▶ [Problem]:
In the records below, pick out all lines containing the word "from".

▶ [Excerpted data]:
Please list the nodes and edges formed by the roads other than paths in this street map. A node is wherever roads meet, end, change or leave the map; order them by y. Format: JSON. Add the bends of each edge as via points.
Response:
...
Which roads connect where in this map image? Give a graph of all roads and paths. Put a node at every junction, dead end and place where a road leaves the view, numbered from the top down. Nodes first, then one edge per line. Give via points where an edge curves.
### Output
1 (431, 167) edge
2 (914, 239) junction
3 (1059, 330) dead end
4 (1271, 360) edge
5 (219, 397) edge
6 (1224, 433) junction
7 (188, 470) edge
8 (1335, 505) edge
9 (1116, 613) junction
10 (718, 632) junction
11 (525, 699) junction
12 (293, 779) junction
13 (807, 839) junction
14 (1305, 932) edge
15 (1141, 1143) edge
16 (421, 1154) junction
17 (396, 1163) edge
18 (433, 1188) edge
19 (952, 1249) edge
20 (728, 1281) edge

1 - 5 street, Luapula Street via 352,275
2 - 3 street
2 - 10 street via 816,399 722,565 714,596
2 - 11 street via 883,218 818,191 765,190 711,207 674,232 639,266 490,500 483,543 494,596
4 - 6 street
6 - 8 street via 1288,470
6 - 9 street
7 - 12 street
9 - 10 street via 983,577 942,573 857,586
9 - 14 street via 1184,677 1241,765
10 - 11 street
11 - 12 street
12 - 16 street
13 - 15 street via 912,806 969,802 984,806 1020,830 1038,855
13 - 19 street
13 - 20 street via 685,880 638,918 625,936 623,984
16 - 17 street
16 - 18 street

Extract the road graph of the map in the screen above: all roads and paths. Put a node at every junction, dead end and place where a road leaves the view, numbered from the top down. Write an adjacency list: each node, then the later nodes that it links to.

▶ [Answer below]:
Which roads connect where in this map image? Give a graph of all roads and paths. Put a node at every junction, dead end and place where a road leaves the view, numbered from the top down. Nodes first, then one edge per line. Give via points where an edge curves.
Extract the road graph of the map in the screen above: all roads and paths. Put a node at every junction, dead end and place where a road leaves the view, numbered from the top down. Write an adjacency list: each node, then the later nodes that it links to.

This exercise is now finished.